Go through the listing below and output exactly the line with "position:absolute; display:grid; place-items:center;", the line with "width:78px; height:78px; stroke-width:2.5", and each line between; omit the rest.
..............................
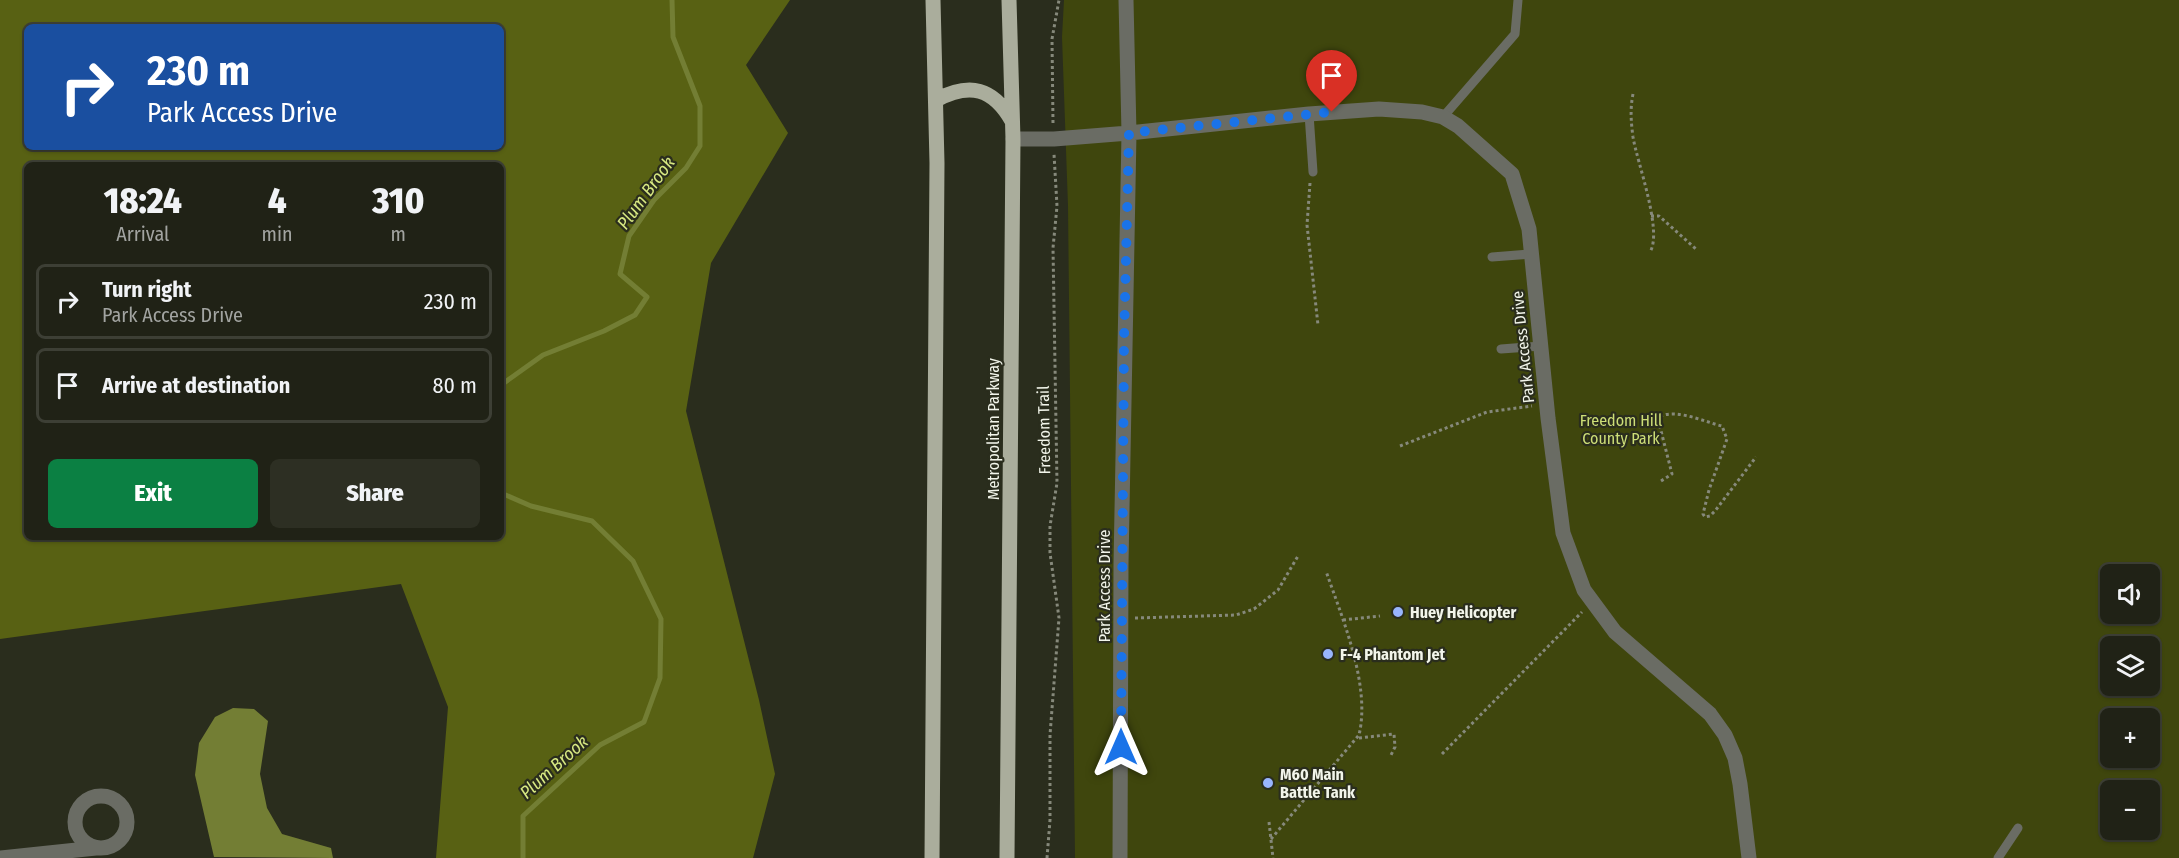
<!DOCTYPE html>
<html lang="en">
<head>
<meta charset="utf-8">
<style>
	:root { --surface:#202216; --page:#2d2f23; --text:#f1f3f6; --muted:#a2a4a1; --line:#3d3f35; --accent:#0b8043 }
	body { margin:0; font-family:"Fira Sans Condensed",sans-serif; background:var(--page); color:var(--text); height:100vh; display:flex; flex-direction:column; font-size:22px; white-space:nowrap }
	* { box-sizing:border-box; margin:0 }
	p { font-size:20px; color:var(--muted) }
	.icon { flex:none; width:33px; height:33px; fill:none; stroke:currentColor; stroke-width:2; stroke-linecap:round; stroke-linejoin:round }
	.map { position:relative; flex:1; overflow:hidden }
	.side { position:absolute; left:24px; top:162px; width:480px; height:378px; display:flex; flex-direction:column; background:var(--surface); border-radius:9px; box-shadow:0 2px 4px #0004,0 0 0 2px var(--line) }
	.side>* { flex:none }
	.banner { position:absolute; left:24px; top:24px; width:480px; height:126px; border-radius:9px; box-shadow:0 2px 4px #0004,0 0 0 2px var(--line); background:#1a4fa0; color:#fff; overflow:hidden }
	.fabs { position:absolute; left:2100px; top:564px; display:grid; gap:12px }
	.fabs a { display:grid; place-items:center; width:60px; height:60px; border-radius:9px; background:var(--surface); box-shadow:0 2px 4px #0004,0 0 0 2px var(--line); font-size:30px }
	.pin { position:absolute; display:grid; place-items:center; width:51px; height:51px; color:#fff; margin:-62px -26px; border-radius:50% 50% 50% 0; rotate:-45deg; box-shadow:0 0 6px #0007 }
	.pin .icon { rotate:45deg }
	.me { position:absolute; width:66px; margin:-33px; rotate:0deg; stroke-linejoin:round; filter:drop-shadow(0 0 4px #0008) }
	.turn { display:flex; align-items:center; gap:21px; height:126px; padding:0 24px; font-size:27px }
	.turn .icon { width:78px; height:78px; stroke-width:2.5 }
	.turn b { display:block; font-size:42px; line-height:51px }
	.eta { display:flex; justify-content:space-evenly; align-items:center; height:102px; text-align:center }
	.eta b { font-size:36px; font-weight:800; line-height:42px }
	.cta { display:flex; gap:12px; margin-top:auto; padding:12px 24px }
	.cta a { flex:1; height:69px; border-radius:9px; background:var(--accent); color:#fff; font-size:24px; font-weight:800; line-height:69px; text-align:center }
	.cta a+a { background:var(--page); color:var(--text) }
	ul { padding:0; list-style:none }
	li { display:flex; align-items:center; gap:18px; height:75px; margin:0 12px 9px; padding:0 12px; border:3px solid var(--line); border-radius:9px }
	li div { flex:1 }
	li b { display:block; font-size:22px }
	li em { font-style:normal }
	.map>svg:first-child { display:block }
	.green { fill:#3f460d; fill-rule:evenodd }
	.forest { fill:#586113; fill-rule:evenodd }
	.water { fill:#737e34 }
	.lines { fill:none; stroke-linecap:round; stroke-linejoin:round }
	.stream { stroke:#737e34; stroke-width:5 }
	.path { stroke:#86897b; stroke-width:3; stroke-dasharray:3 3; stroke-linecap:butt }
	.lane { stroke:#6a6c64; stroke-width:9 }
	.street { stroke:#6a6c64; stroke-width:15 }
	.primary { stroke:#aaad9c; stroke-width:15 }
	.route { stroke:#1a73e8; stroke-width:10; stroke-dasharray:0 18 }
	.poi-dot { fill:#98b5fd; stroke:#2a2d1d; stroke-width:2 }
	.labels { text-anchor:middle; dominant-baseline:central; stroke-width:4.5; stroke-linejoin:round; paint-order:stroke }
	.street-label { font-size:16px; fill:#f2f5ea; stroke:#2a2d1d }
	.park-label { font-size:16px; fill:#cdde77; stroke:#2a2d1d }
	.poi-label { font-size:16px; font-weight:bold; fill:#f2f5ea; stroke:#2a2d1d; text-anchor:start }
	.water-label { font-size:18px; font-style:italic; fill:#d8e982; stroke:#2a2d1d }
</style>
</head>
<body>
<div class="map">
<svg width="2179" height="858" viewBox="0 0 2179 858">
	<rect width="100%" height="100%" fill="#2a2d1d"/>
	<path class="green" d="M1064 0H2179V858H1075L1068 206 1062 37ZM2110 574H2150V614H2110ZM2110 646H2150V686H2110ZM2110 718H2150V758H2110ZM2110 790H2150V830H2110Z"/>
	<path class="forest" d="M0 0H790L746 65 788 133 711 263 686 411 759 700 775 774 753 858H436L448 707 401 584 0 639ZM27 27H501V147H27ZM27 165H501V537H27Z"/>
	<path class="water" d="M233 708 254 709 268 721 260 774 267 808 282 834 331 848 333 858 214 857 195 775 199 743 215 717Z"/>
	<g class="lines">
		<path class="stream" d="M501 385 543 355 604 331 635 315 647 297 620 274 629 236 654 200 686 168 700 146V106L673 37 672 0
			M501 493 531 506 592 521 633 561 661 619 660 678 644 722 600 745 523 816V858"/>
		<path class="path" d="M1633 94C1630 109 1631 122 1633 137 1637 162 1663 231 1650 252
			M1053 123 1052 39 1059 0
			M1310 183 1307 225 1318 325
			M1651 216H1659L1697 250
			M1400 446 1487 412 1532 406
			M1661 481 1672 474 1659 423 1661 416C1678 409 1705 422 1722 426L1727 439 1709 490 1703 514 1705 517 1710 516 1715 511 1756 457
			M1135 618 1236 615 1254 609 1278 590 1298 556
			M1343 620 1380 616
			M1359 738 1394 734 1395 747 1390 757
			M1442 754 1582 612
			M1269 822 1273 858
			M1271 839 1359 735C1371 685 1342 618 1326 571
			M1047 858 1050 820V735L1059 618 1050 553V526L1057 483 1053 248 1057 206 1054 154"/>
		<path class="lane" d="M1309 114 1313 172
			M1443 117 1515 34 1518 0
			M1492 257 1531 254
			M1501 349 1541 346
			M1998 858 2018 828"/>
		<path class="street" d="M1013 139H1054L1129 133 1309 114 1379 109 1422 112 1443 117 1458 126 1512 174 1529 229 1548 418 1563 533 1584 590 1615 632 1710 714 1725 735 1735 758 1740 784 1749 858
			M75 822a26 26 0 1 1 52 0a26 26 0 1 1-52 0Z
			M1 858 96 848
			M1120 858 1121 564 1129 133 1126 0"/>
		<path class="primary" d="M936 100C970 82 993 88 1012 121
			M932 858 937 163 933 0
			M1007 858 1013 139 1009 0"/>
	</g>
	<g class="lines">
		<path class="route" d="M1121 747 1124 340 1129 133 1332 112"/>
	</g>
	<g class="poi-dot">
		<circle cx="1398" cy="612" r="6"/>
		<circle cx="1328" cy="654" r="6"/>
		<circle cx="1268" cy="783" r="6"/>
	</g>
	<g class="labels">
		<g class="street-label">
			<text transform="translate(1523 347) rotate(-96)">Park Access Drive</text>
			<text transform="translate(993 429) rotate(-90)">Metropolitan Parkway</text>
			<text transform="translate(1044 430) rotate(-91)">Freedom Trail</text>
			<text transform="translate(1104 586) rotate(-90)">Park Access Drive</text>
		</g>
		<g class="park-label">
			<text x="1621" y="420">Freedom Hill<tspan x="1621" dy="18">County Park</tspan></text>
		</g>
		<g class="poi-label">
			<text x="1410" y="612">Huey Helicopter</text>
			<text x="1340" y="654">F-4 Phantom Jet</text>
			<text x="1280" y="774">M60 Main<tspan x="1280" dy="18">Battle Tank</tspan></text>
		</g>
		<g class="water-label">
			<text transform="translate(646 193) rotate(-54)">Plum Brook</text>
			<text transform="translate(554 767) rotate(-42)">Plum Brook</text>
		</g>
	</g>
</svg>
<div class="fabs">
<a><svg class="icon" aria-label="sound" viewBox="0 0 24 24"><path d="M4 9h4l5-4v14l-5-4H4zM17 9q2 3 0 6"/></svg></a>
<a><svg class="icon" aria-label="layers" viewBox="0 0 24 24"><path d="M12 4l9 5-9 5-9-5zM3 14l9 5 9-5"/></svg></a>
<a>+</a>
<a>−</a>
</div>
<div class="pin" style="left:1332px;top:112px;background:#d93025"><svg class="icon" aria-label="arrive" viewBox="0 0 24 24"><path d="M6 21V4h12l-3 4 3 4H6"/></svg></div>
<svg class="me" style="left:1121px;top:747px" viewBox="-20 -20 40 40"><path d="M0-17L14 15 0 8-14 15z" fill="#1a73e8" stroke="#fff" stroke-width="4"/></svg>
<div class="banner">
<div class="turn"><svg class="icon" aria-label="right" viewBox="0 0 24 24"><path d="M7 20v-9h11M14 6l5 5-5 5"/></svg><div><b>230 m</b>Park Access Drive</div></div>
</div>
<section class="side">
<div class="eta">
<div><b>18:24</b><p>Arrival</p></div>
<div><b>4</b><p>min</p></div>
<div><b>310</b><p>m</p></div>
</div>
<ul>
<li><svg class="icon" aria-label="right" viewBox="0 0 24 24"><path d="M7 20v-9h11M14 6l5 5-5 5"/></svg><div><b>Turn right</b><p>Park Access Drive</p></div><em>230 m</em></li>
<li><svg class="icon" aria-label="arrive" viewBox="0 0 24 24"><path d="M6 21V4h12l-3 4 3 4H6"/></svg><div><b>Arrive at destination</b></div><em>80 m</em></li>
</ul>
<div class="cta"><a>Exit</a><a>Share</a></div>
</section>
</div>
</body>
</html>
..............................
◆ SOLUTION FOR THIS EXERCISE
	.pin { position:absolute; display:grid; place-items:center; width:51px; height:51px; color:#fff; margin:-62px -26px; border-radius:50% 50% 50% 0; rotate:-45deg; box-shadow:0 0 6px #0007 }
	.pin .icon { rotate:45deg }
	.me { position:absolute; width:66px; margin:-33px; rotate:0deg; stroke-linejoin:round; filter:drop-shadow(0 0 4px #0008) }
	.turn { display:flex; align-items:center; gap:21px; height:126px; padding:0 24px; font-size:27px }
	.turn .icon { width:78px; height:78px; stroke-width:2.5 }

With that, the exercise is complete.